New inventions are appearing every day to make our lives easier, longer, warmer, speedier and so on. But only a few inventors design a new machine or product that becomes so well-known that the invention, named after its creator, becomes a household word. Here are ten famous inventors and the inventions that are named after them:
1. Ladislao Biro, a Hungarian artist who emigrated to Argentina. In about 1943 he invented the ball-point pen or biro.
2. John Bowler, a London halter who designed the hard round hat known as the bowler in about 1850. It has become the symbol of British male respectability. And you can still see businessmen wearing bowlers in the City, the centre of London's commerce.

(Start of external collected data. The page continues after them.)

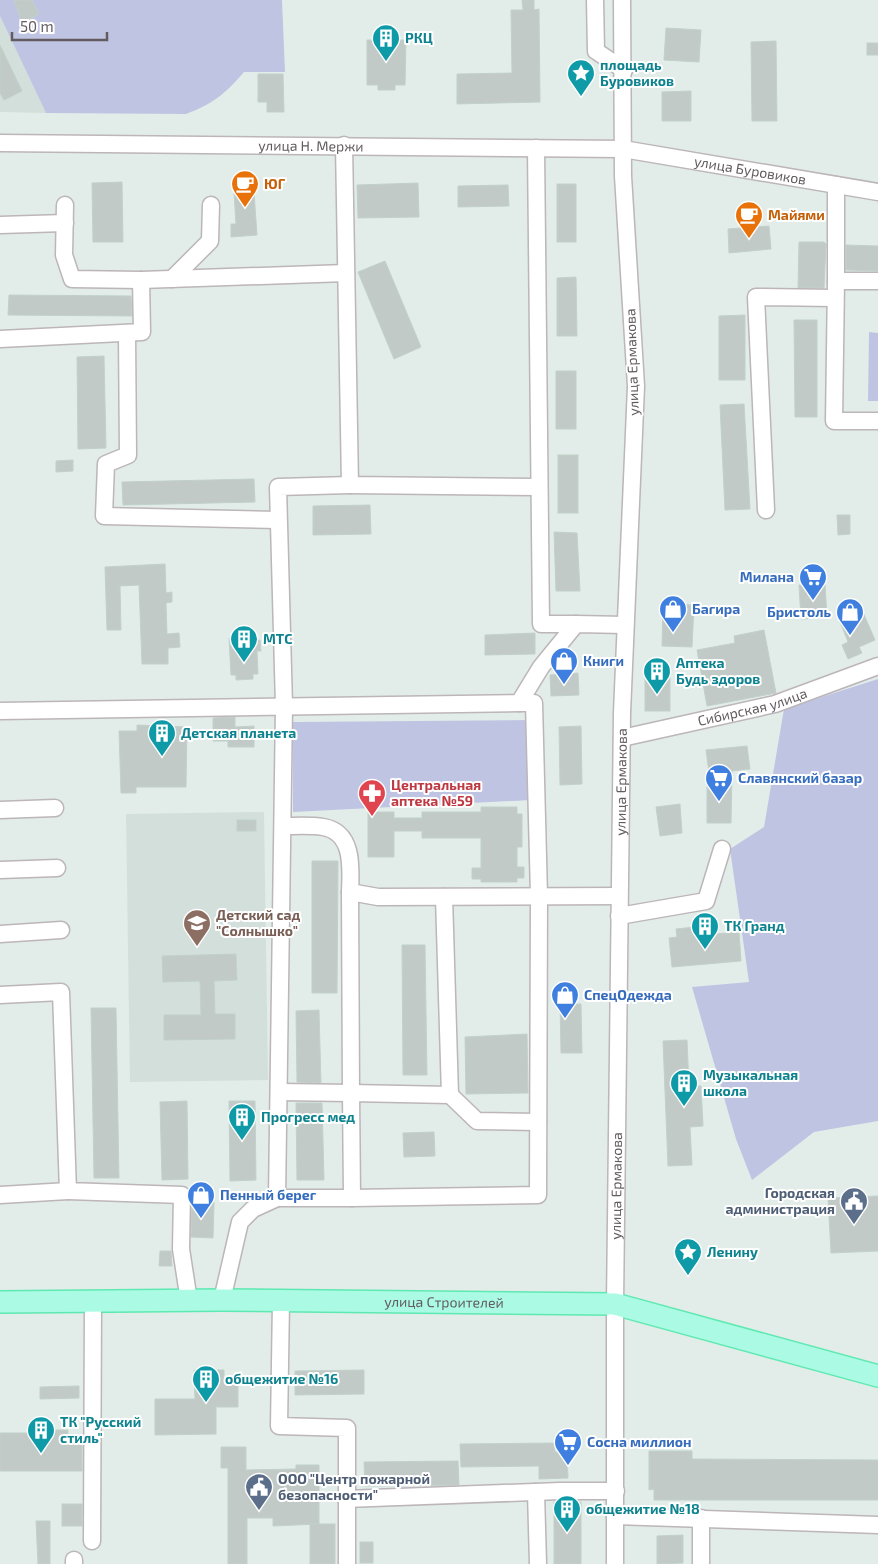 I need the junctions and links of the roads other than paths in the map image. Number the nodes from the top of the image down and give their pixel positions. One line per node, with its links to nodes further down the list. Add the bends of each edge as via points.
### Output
1 (595, 0): 3 (street, via 596,51)
2 (622, 0): 3 (street, улица Ермакова)
3 (624, 70): 7 (street, улица Ермакова)
4 (0, 143): 5 (street, улица Н. Мержи)
5 (344, 144): 6 (street, улица Н. Мержи); 14 (street)
6 (536, 148): 7 (street, улица Н. Мержи); 24 (street)
7 (623, 149): 8 (street, улица Буровиков); 28 (street, улица Ермакова, via 636,386)
8 (836, 185): 9 (street, улица Буровиков); 17 (street)
9 (878, 192)
10 (65, 205): 12 (street)
11 (211, 205): 15 (street, via 210,241)
12 (65, 223): 13 (street); 16 (street, via 64,255 72,279)
13 (0, 225)
14 (346, 273): 15 (street); 23 (street)
15 (172, 279): 16 (street)
16 (141, 280): 20 (street, via 142,332)
17 (836, 281): 18 (street); 19 (street)
18 (878, 281)
19 (835, 298): 22 (street, via 834,421); 25 (street, via 756,297)
20 (127, 333): 21 (street); 26 (street, via 128,455 106,464 104,516)
21 (0, 339)
22 (878, 421)
23 (350, 485): 24 (street); 26 (street, via 278,487)
24 (538, 487): 27 (street, via 540,624)
25 (766, 510)
26 (278, 520): 31 (street)
27 (576, 624): 28 (street); 30 (street, via 541,667)
28 (625, 625): 33 (street, улица Ермакова)
29 (878, 666): 33 (street, Сибирская улица, via 775,704)
30 (519, 703): 31 (street); 41 (street, via 534,703)
31 (284, 706): 32 (street); 36 (street)
32 (0, 711)
33 (622, 738): 42 (street, улица Ермакова)
34 (55, 808): 35 (street)
35 (0, 810)
36 (284, 826): 40 (street, via 324,827 339,834 348,848); 48 (street)
37 (722, 849): 44 (street, via 706,901)
38 (57, 868): 39 (street)
39 (0, 870)
40 (350, 892): 43 (street, via 378,897); 49 (street)
41 (538, 896): 42 (street); 43 (street); 51 (street)
42 (619, 896): 44 (street, улица Ермакова)
43 (444, 897): 50 (street)
44 (619, 916): 61 (street, улица Ермакова)
45 (61, 930): 46 (street)
46 (0, 934)
47 (0, 995): 52 (street, via 61,992)
48 (279, 1092): 49 (street); 54 (street)
49 (352, 1093): 50 (street); 55 (street)
50 (450, 1095): 51 (street, via 477,1121)
51 (538, 1122): 55 (street, via 538,1195)
52 (68, 1191): 53 (street); 58 (street, via 182,1195 181,1250)
53 (0, 1194)
54 (277, 1198): 55 (street); 56 (street, via 253,1209 240,1222)
55 (352, 1198)
56 (222, 1300): 58 (main road, улица Строителей); 59 (main road, улица Строителей)
57 (92, 1301): 58 (main road, улица Строителей); 60 (main road, улица Строителей); 69 (street)
58 (189, 1301)
59 (281, 1301): 61 (main road, улица Строителей); 65 (street, via 279,1426 347,1428)
60 (0, 1302)
61 (615, 1304): 62 (main road, улица Строителей); 63 (street, улица Ермакова)
62 (878, 1376)
63 (616, 1491): 64 (street); 66 (street, улица Ермакова)
64 (536, 1492): 65 (street); 71 (street)
65 (346, 1499): 70 (street)
66 (615, 1516): 67 (street); 72 (street, улица Ермакова)
67 (701, 1518): 68 (street); 73 (street)
68 (878, 1525)
69 (92, 1541)
70 (347, 1564)
71 (538, 1564)
72 (615, 1564)
73 (701, 1564)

3. Louis Braille (1809—1852), born at Couvray, France. He became blind as a child. In 1824 he developed his own alphabet patterns known as Braille by which the blind could read by touch, based on a French army officer's invention for reading messages in the dark.
4. Samuel Colt (1814—1862), an American gunsmith. He designed a pistol, patented in 1836, with a revolving barrel that could fire six bullets, one after the other. The Colt was the first of its kind. Many "six-shooters" came later.
5. Rudolf Diesel (1858—1913), a German engineer who invented the diesel engine in 1897 and so began a transport revolution in cars, lorries and trains.
6. Hans Wilhelm Geiger (1882—1945), a German nuclear physicist. From 1906—1909 he designed a counter for detecting radioactivity. This was the beginning of modern geiger counters.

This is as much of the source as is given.